INSTRUCTIONS TO FOLLOW: Search the data below for "edges"; list each line that holds it.

PROVIDED INFORMATION:
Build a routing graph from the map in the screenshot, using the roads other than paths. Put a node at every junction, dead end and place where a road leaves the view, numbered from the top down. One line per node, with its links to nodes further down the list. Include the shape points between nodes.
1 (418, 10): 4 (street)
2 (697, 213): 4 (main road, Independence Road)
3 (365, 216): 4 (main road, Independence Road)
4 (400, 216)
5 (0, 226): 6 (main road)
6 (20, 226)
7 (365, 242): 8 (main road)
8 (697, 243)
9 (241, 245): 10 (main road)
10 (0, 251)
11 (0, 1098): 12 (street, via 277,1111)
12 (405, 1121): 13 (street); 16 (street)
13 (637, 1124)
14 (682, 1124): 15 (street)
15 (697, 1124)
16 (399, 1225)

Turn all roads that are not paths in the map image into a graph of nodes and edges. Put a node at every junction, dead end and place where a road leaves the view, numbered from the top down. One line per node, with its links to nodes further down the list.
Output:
* * *
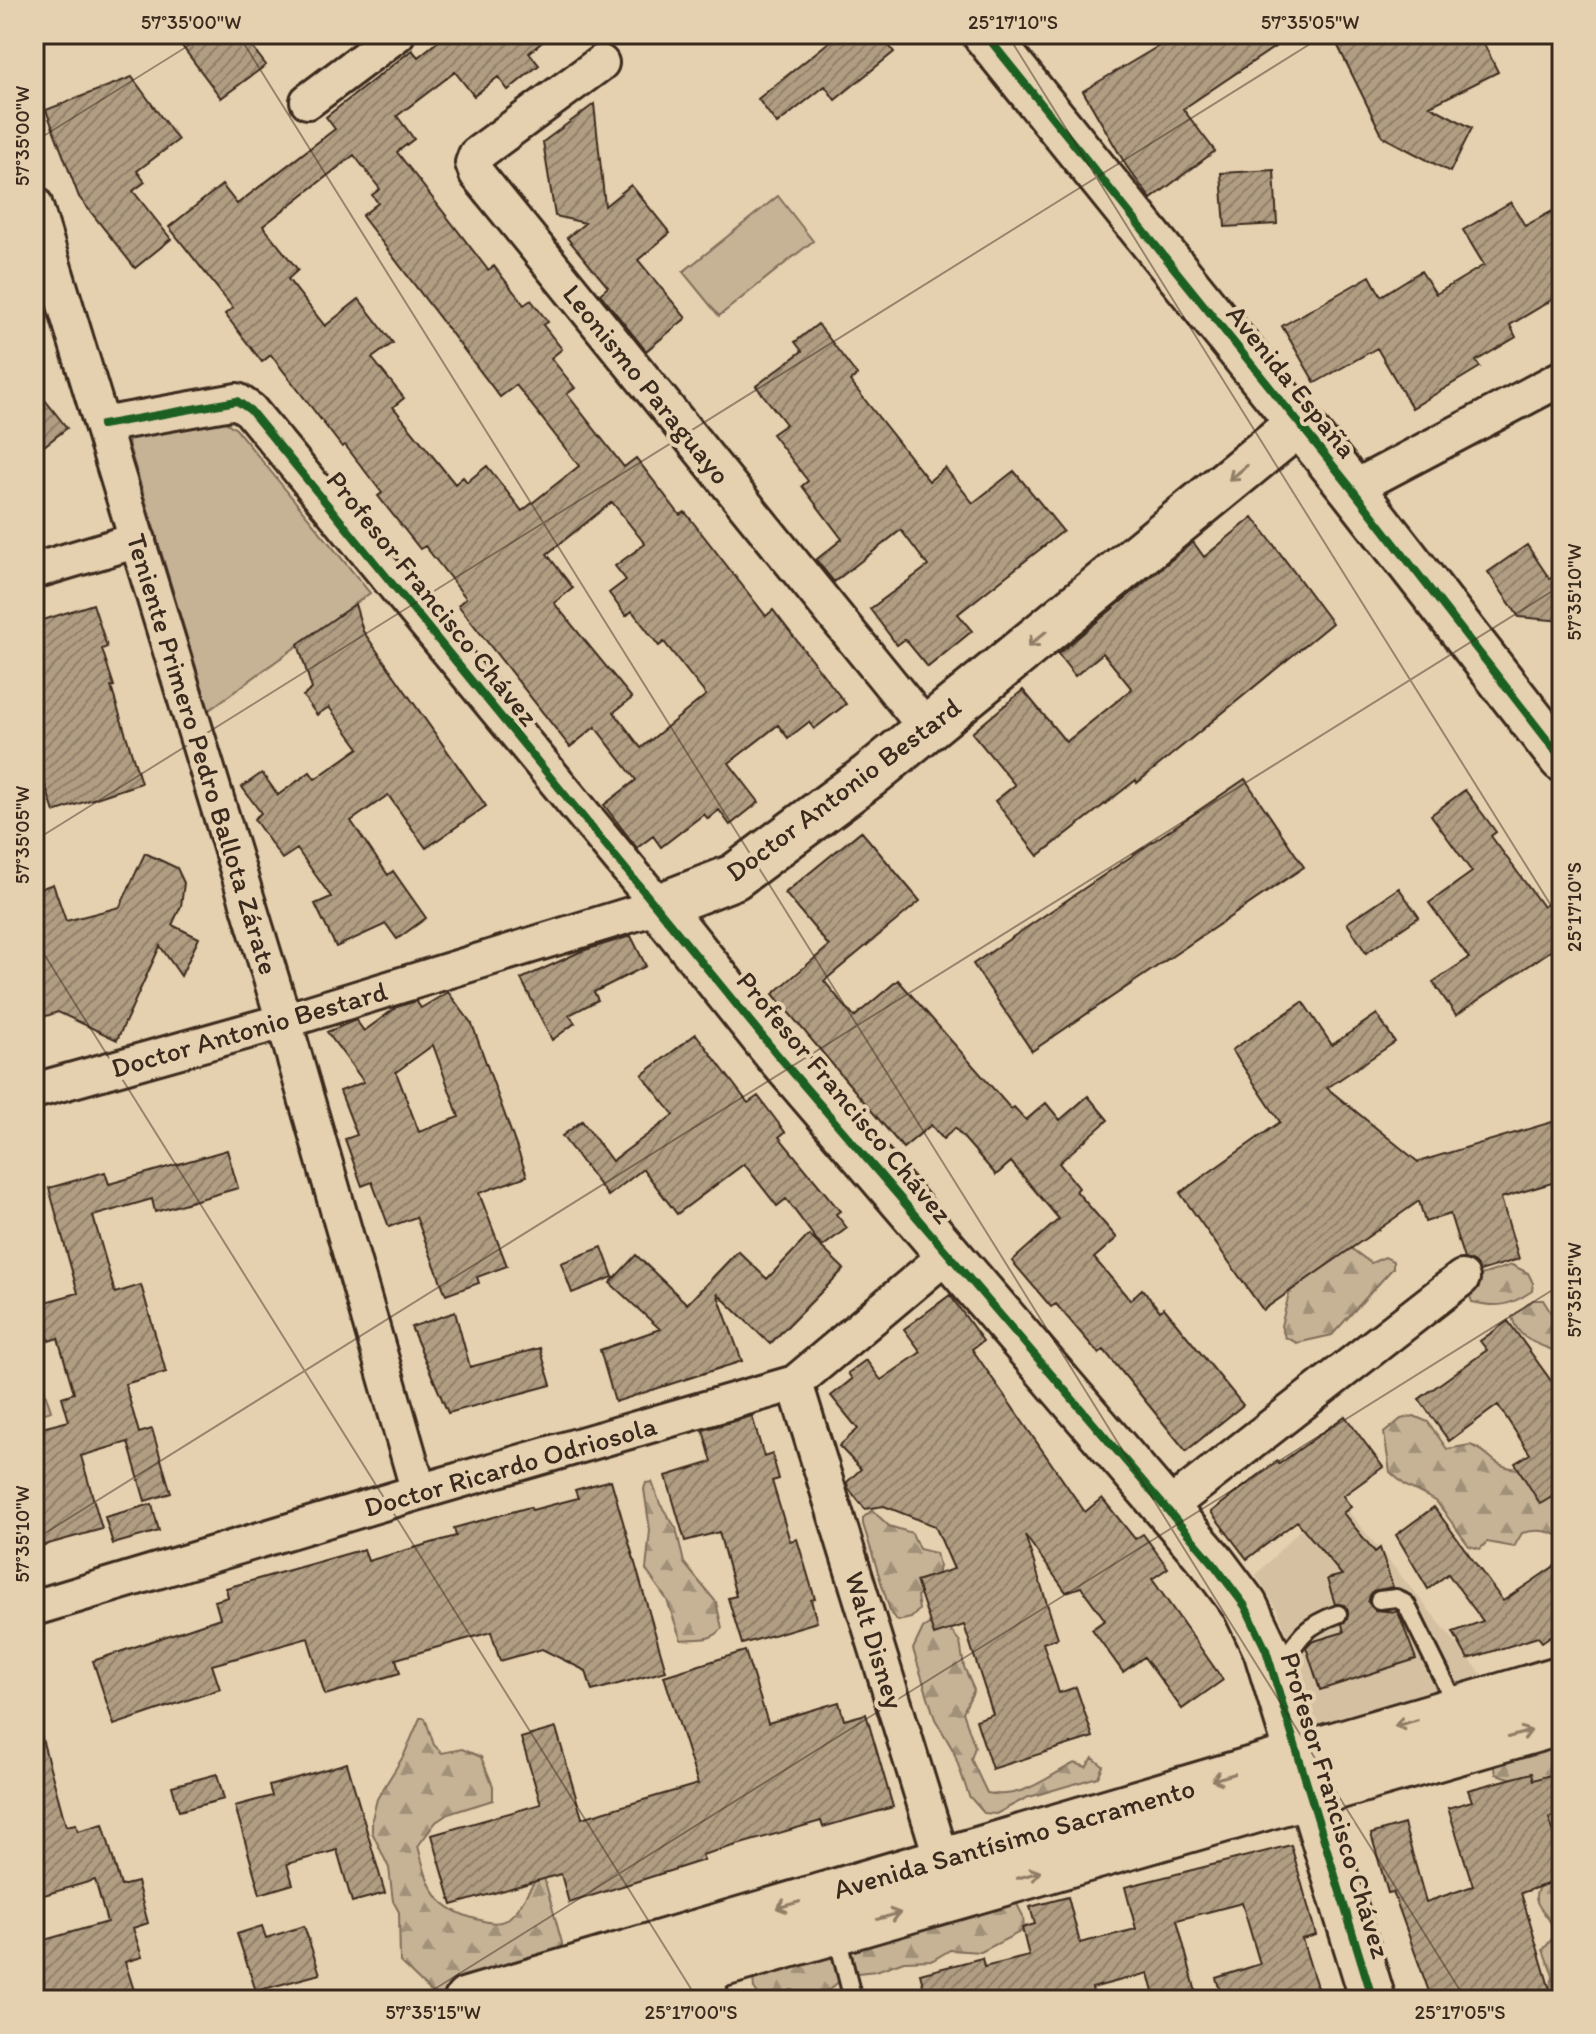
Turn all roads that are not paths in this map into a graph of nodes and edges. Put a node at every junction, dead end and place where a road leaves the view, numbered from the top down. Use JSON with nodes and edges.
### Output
--
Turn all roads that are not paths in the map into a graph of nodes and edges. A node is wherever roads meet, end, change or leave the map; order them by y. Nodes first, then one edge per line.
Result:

PROBLEM SOLUTION:
Turn all roads that are not paths in the map image into a graph of nodes and edges. Put a node at every junction, dead end and place where a road leaves the view, numbered from the top down. One line per node, with its links to nodes further down the list.
Turn all roads that are not paths in this map into a graph of nodes and edges. Put a node at every junction, dead end and place where a road leaves the view, numbered from the top down. Use JSON with nodes and edges.
Turn all roads that are not paths in the map into a graph of nodes and edges. A node is wherever roads meet, end, change or leave the map; order them by y. Nodes first, then one edge per line.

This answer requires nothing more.